O circo tradicional é apresentado por cerca de 30 companhias, na sua maioria de estrutura familiar, e "mais de 200 artistas", segundo a APEAC.

Em declarações à agência Lusa, Carlos Carvalho, da direção da APEAC, disse que os circos "vivem tempos de grandes dificuldade e aflição" e que apenas cerca de seis companhias circenses terão retomado a atividade, de forma condicionada, devido às regras da Direção-Geral da Saúde para combate à COVID-19.

A APEAC "não tem estado parada e já [se reuniu] com a Associação Nacional dos Municípios Portugueses (ANMP) e a ministra da Cultura, Graça Fonseca".

A reunião com ANMP foi no sentido de "sensibilizar" os municípios para facilitarem o licenciamento dos circos e permitir a sua atividade.

Segundo a associação, o licenciamento dos circo é normalmente no departamento de obras, uma situação que gostavam de ver alterada, preferindo que fosse através do de cultura.

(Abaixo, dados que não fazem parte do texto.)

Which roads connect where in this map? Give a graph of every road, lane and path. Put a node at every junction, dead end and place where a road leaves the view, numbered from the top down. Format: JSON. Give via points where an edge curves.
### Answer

O responsável associativo lamentou ainda que "haja municípios que, contrariando a Constituição, não autorizam circos no concelho".

A APEAC quer ainda legislação sobre as taxas a pagar pelo licenciamento, de modo a este não ser arbitrário.

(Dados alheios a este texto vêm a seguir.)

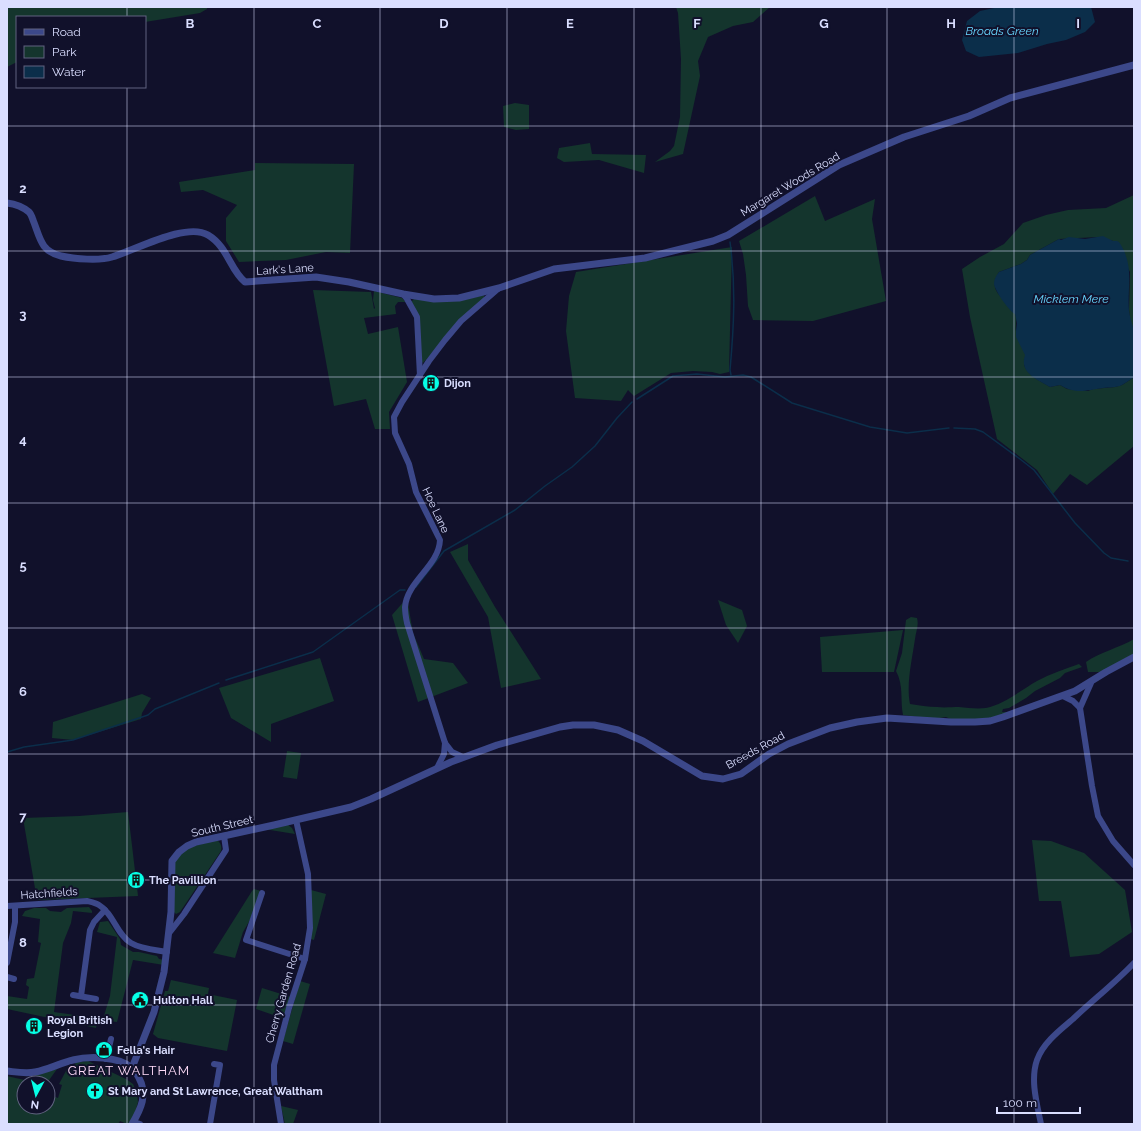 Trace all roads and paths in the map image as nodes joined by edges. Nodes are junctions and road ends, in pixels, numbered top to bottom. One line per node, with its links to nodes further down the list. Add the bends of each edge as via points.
1 (1134, 65): 3 (street, Margaret Woods Road, via 1010,98 969,116 904,137 839,165 728,235 645,258 554,269)
2 (7, 203): 4 (street, Lark's Lane, via 20,206 30,213 42,245 61,256 107,258 168,235 191,231 208,235 218,243 245,282 316,277)
3 (499, 288): 4 (street, Lark's Lane, via 460,298 434,299); 5 (street, Hoe Lane, via 461,321)
4 (403, 294): 5 (street, via 417,317)
5 (420, 376): 10 (street, Hoe Lane, via 397,409 394,417 395,433 409,464 416,492 438,534 440,547 409,592 405,606 407,623)
6 (1134, 657): 7 (street, Breeds Road)
7 (1091, 683): 8 (street, Breeds Road); 9 (street)
8 (1063, 696): 9 (street); 11 (street, Breeds Road, via 990,721 951,722 887,718 830,728 788,744 741,774 722,779 702,776 636,738 618,730 594,725 573,724 560,727)
9 (1080, 708): 15 (street, via 1098,816 1112,841)
10 (445, 743): 11 (street, via 452,752); 12 (street, via 444,754)
11 (463, 757): 12 (street, Breeds Road)
12 (437, 768): 13 (street, South Street, via 351,807)
13 (296, 820): 14 (street, South Street); 22 (street, Cherry Garden Road, via 308,874 310,928)
14 (224, 836): 20 (street, via 226,850); 20 (street, South Street, via 187,846 172,861)
15 (1134, 865)
16 (262, 893): 22 (street, via 246,940)
17 (7, 906): 18 (street, Hatchfields)
18 (15, 906): 19 (street, Hatchfields, via 87,901); 23 (street, via 15,922)
19 (105, 910): 21 (street, Hatchfields, via 131,943); 28 (street, via 90,930)
20 (170, 932): 21 (street, South Street)
21 (167, 952): 33 (street, South Street, via 154,1012)
22 (305, 959): 37 (street, Cherry Garden Road, via 274,1065)
23 (7, 963)
24 (1134, 963): 38 (street, via 1044,1047 1037,1060 1035,1072 1035,1092)
25 (7, 977): 26 (street)
26 (14, 979)
27 (73, 995): 28 (street)
28 (81, 996): 29 (street)
29 (96, 999)
30 (111, 1040): 31 (street)
31 (106, 1059): 33 (street, via 126,1063); 34 (street, via 84,1057 29,1073)
32 (214, 1064): 36 (street, via 220,1065)
33 (132, 1068): 35 (street, via 142,1084 144,1095)
34 (7, 1071)
35 (135, 1123)
36 (210, 1124)
37 (281, 1124)
38 (1042, 1124)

Na reunião, em maio último, com Graça Fonseca, a APEAC voltou a apelar à alteração da nomenclatura, na lei dos apoios financeiros, de "circo contemporâneo" para "circo", apenas, o que permitiria ao circo tradicional candidatar-se aos apoios da Direção-Geral das Artes.

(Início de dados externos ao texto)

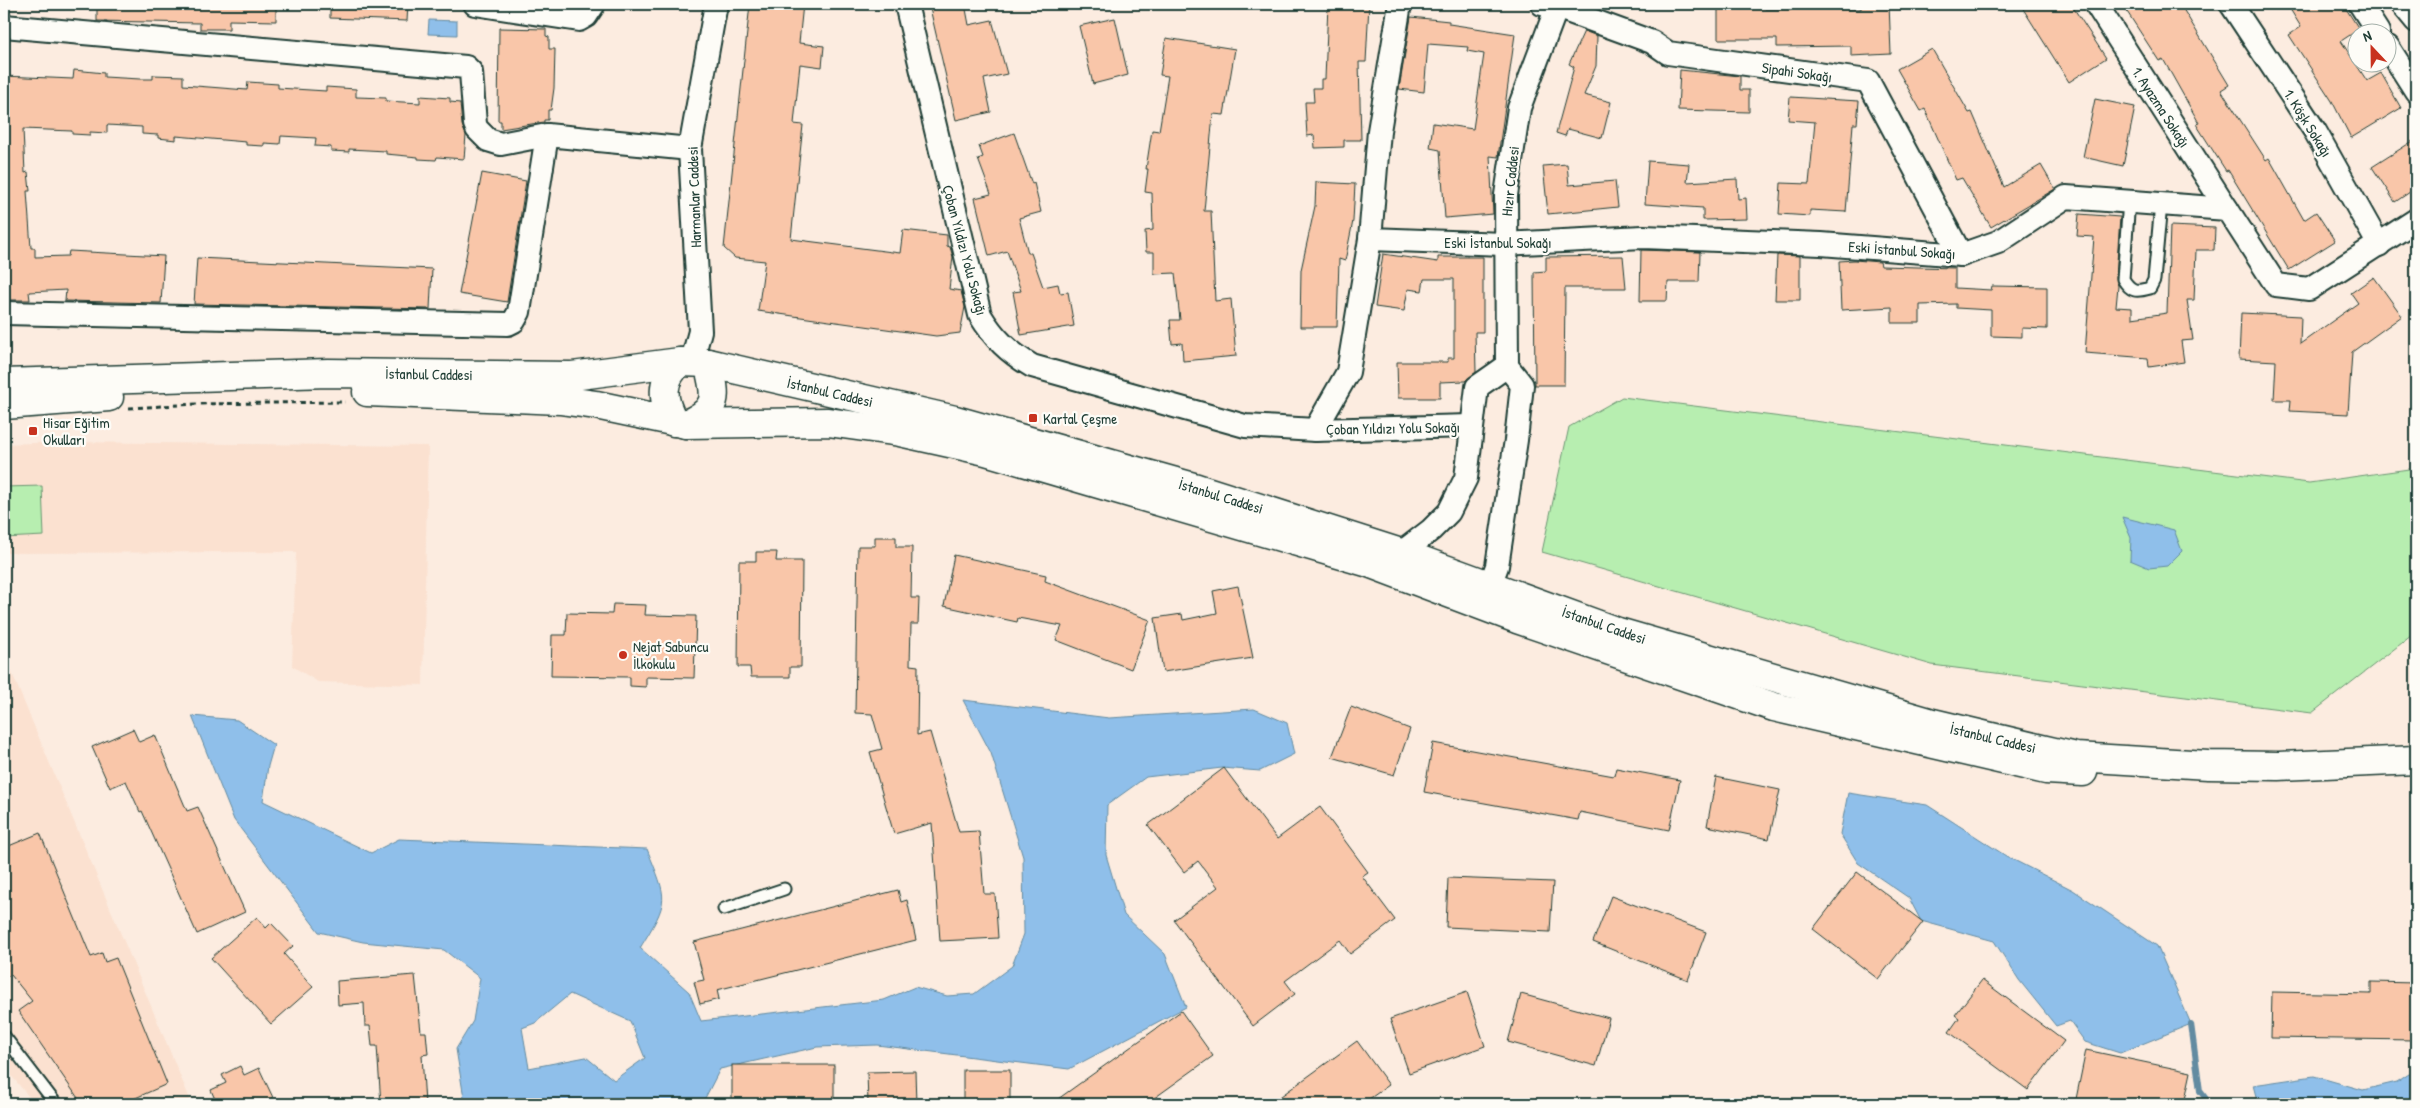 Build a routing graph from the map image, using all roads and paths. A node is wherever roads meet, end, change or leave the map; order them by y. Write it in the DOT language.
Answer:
graph roads {
  1 [pos="475,4"];
  2 [pos="594,4"];
  3 [pos="716,4"];
  4 [pos="906,4"];
  5 [pos="1400,4"];
  6 [pos="2096,4"];
  7 [pos="2230,4"];
  8 [pos="2360,4"];
  9 [pos="2402,4"];
  10 [pos="1551,5"];
  11 [pos="2416,21"];
  12 [pos="2372,22"];
  13 [pos="4,26"];
  14 [pos="2398,63"];
  15 [pos="2416,91"];
  16 [pos="547,135"];
  17 [pos="690,148"];
  18 [pos="2129,201"];
  19 [pos="2161,204"];
  20 [pos="2227,209"];
  21 [pos="2416,220"];
  22 [pos="1370,239"];
  23 [pos="1504,244"];
  24 [pos="2379,245"];
  25 [pos="1961,255"];
  26 [pos="4,312"];
  27 [pos="693,362"];
  28 [pos="1507,366"];
  29 [pos="4,383"];
  30 [pos="827,391"];
  31 [pos="355,402"];
  32 [pos="4,405"];
  33 [pos="127,408"];
  34 [pos="828,422"];
  35 [pos="680,423"];
  36 [pos="1472,426"];
  37 [pos="1316,430"];
  38 [pos="1401,553"];
  39 [pos="1486,595"];
  40 [pos="2044,759"];
  41 [pos="2416,760"];
  42 [pos="2416,774"];
  43 [pos="784,888"];
  44 [pos="724,909"];
  45 [pos="4,1036"];
  46 [pos="56,1104"];
  1 -- 2 [label="street"];
  3 -- 17 [label="street, Harmanlar Caddesi"];
  4 -- 37 [label="street, Çoban Yıldızı Yolu Sokağı"];
  5 -- 22 [label="street, Çoban Yıldızı Yolu Sokağı"];
  6 -- 20 [label="street, 1. Ayazma Sokağı"];
  7 -- 24 [label="street, 1. Köşk Sokağı"];
  8 -- 12 [label="street"];
  9 -- 11 [label="street"];
  10 -- 23 [label="street, Hızır Caddesi"];
  10 -- 25 [label="street, Sipahi Sokağı"];
  13 -- 16 [label="street"];
  14 -- 15 [label="street"];
  16 -- 17 [label="street"];
  16 -- 26 [label="street"];
  17 -- 27 [label="street, Harmanlar Caddesi"];
  18 -- 19 [label="street, Eski İstanbul Sokağı"];
  18 -- 19 [label="lane"];
  18 -- 25 [label="street, Eski İstanbul Sokağı"];
  19 -- 20 [label="street, Eski İstanbul Sokağı"];
  20 -- 24 [label="street"];
  21 -- 24 [label="street"];
  22 -- 23 [label="street, Eski İstanbul Sokağı"];
  22 -- 37 [label="street, Çoban Yıldızı Yolu Sokağı"];
  23 -- 25 [label="street, Eski İstanbul Sokağı"];
  23 -- 28 [label="street, Hızır Caddesi"];
  27 -- 29 [label="main road, İstanbul Caddesi"];
  27 -- 30 [label="main road, İstanbul Caddesi"];
  27 -- 35 [label="main road"];
  27 -- 35 [label="main road"];
  28 -- 36 [label="street"];
  28 -- 39 [label="street"];
  30 -- 34 [label="main road"];
  30 -- 38 [label="main road, İstanbul Caddesi"];
  31 -- 33 [label="path"];
  32 -- 35 [label="main road, İstanbul Caddesi"];
  34 -- 35 [label="main road, İstanbul Caddesi"];
  34 -- 39 [label="main road, İstanbul Caddesi"];
  36 -- 37 [label="street, Çoban Yıldızı Yolu Sokağı"];
  36 -- 38 [label="street"];
  38 -- 39 [label="main road, İstanbul Caddesi"];
  39 -- 40 [label="main road, İstanbul Caddesi"];
  40 -- 41 [label="main road, İstanbul Caddesi"];
  40 -- 42 [label="main road, İstanbul Caddesi"];
  43 -- 44 [label="lane"];
  45 -- 46 [label="lane"];
}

Outra reivindicação da associação é que não quer ficar de fora do debate institucional sobre o "estatuto do artista".

Questionado pela Lusa, o Ministério da Cultura esclareceu que "os compromissos assumidos pela ministra, no âmbito do novo ciclo de apoio sustentado às artes, serão mantidos e que, até ao final do ano, serão ouvidas as entidades representativas de todos profissionais abrangidos pelo estatuto do artista, incluindo naturalmente os do circo".

Carlos Carvalho referiu que os artistas circenses portugueses já receberam diversos prémios internacionais, realçando-se os nove "Clowns" de ouro, prata e bronze, no Festival Internacional de Circo de Monte Carlos, além dos galardões conquistados em festivais russos, chineses, italianos, ucranianos, espanhóis, húngaros e franceses.

"Este é um caso declarado de xenofobia cultural", disse Carlos Carvalho, referindo que "é um pena os artistas portugueses terem de deixar de trabalhar em Portugal e serem obrigados a emigrar para países, onde têm melhores condições financeiras e de trabalho".